世界最大級の暗号通貨取引所の一つであるKuCoinは、カナダの金融取引および報告分析センター(FINTRAC)が課した1,960万カナダドルの行政金銭罰に対して正式に控訴しました。この罰金はカナダ史上最大のもので、FINTRACはKuCoinの運営法人が1万カナダドルを超える約3,000件の大口仮想通貨取引の報告を怠り、33件の疑わしい活動を報告せず、2021年6月から2024年5月までの間に外国の金融サービス事業者(FMSB)としての登録を行わなかったと主張しています。
カナダ連邦裁判所に提出された控訴状の中で、KuCoinは規制当局の事業モデルの解釈に異議を唱えています。同取引所は、カナダ法上の金融サービス事業者の定義に該当しないと主張し、罰金が不相応であると述べています。また、控訴状では、対象期間以降に顧客確認(KYC)およびマネーロンダリング防止(AML)手続きの強化を含む内部管理およびコンプライアンス体制が大幅に改善されたとしています。さらに、KuCoinは登録やライセンスの明確でない管轄区域でのサービスを自主的に制限し、現地規制に準拠することを目指していると強調しています。
FINTRACの執行措置は、登録、取引報告および疑わしい取引の報告という3つの重要な分野における違反を指摘しています。同機関は、KuCoinがカナダ居住者へのサービス提供開始時にFMSBとして登録せず、疑わしい取引の特定および報告義務を無視したと主張しています。カナダ法の下で、報告義務を負う事業者は法人情報報告書の提出、大口現金・仮想通貨取引の報告およびダークネット市場やランサムウェア支払い等の違法行為に関連する疑わしい取引の報告を行わなければなりません。

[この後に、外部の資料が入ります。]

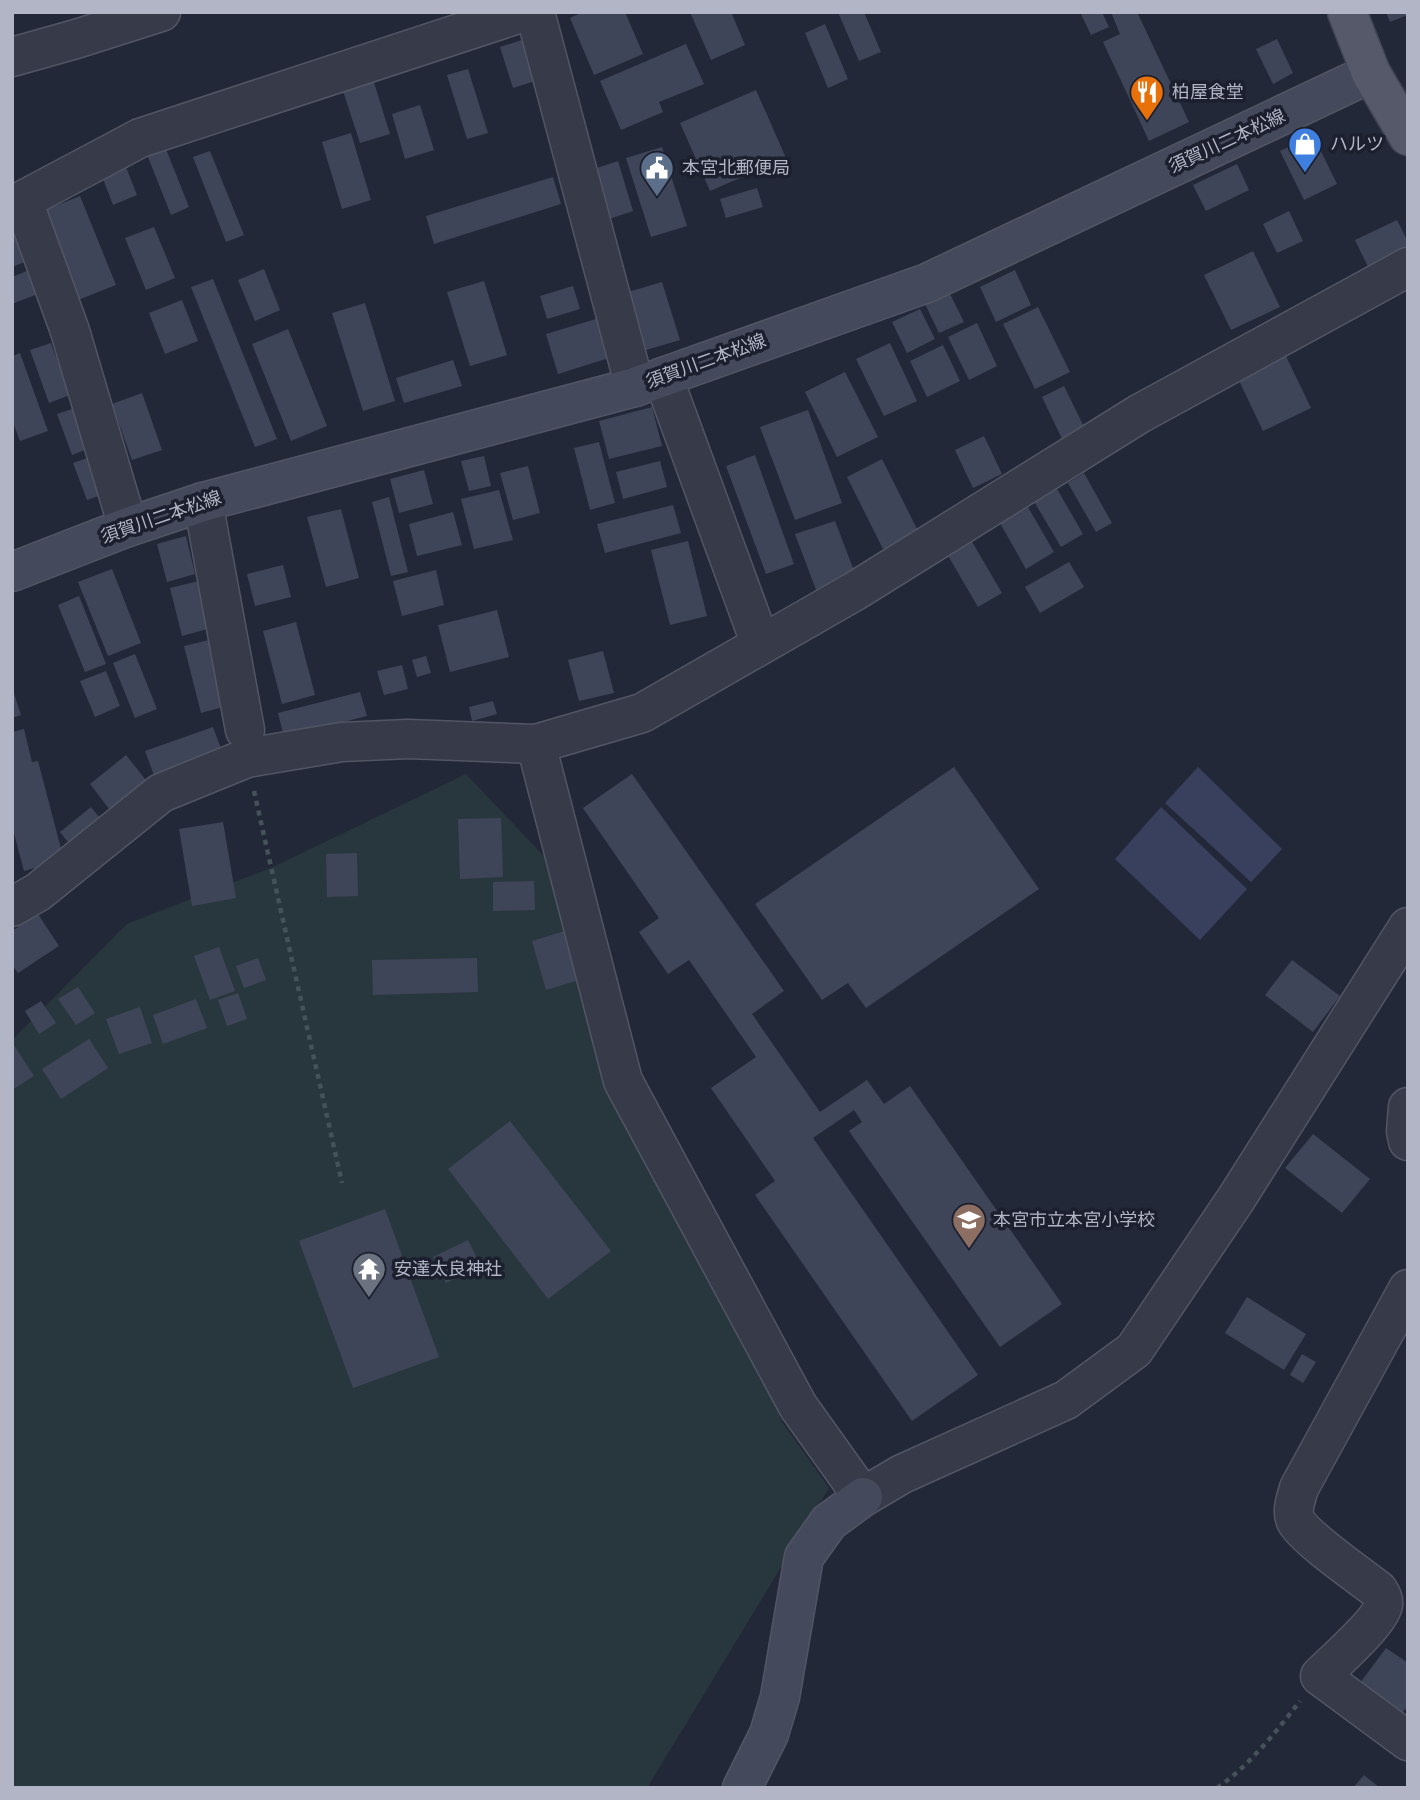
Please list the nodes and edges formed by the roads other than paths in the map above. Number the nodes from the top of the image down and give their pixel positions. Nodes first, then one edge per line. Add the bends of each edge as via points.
1 (161, 12) edge
2 (524, 12) edge
3 (535, 12) edge
4 (1347, 12) edge
5 (12, 57) edge
6 (1371, 73) junction
7 (1408, 136) edge
8 (18, 203) edge
9 (1408, 267) edge
10 (649, 382) junction
11 (203, 502) junction
12 (128, 527) junction
13 (12, 572) edge
14 (761, 645) junction
15 (246, 744) junction
16 (536, 744) junction
17 (12, 907) edge
18 (1408, 927) edge
19 (1408, 1107) edge
20 (1408, 1141) edge
21 (1405, 1303) edge
22 (863, 1497) junction
23 (1408, 1741) edge
24 (742, 1788) edge

1 - 5 street
2 - 8 street via 140,138
3 - 10 street
4 - 6 main road
6 - 7 main road
6 - 10 main road, 須賀川二本松線 via 927,283
8 - 12 street via 70,331
9 - 14 street via 1139,414
10 - 11 main road, 須賀川二本松線
10 - 14 street
11 - 12 main road, 須賀川二本松線
11 - 15 street
12 - 13 main road, 須賀川二本松線
14 - 16 street via 642,713
15 - 16 street via 408,739
15 - 17 street via 161,793 38,892
16 - 22 street via 623,1081 798,1406
18 - 22 street via 1236,1199 1134,1350 1066,1400 902,1474
19 - 20 street
21 - 23 street via 1293,1506 1296,1521 1312,1538 1382,1596 1377,1618 1320,1676
22 - 24 main road via 829,1522 804,1557 780,1697 769,1734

KuCoinの控訴は、手続き的および実体的な双方の理由を挙げています。手続き的理由として、罰金科される前にFINTRACがコンプライアンス違反について十分な通知や是正の機会を提供しなかったと主張しています。実体的理由では、報告対象取引の特定方法に疑問を呈し、解釈上の問題についてFINTRACと協議していたこと、報告漏れは意図的でなく既に是正済みであると述べています。
この控訴は、KuCoinに対する世界的な規制および執行措置に続くものです。2024年1月、同社は米連邦裁判所で無許可の送金事業運営の罪を認め、1億1,290万ドルの刑事罰金および1億8,450万ドルの没収金を含む約3億ドルの罰金を支払うことで合意しました。この和解には厳格なコンプライアンス措置の実施と少なくとも2年間の米国顧客へのサービス禁止が含まれています。さらに、セーシェル拠点の取引所は米司法省および商品先物取引委員会とも関連問題で和解しており、デジタル資産プラットフォームにおける国境を越えた規制リスクの継続を浮き彫りにしています。
業界関係者は、カナダ当局の措置を暗号通貨サービスプロバイダーへの監視強化の一環と見ています。カナダ当局は、犯罪収益(マネーロンダリング)およびテロ資金供与防止法に基づく厳格な執行を予告しており、FINTRACの今回の過去最高額の罰金は非遵守を抑止し業界の透明性を高める意図を示しています。他にもバンクーバー拠点のShakepayが2023年に同様のAML報告違反で350万カナダドルの罰金を科されています。
KuCoinの法務チームは、控訴の成功がカナダ法における国際的なデジタル資産プラットフォームの分類に重要な判例を築く可能性があると主張しています。その結果は、登録、取引監視および報告に関する将来の規制期待にも影響を与えると見られています。裁判所がFINTRACの罰金を支持すれば、他の海外取引所もFMSB登録とAML強化措置を先手で講じなければ同様の制裁を受ける可能性があります。
利害関係者および顧客にとって、今回の控訴はカナダの暗号通貨監督方針を試す重要な試金石です。デジタル資産市場の成熟に伴い、革新と遵守のバランスは政策上の中心的課題となっています。KuCoinは司法手続き中も事業継続を約束し、安全性、ユーザー保護および規制協調へのコミットメントを再確認しています。連邦裁判所は数か月以内に審理を予定しており、書面判決はカナダおよびそれ以外の地域における暗号サービス提供者の規制環境を形作る可能性があります。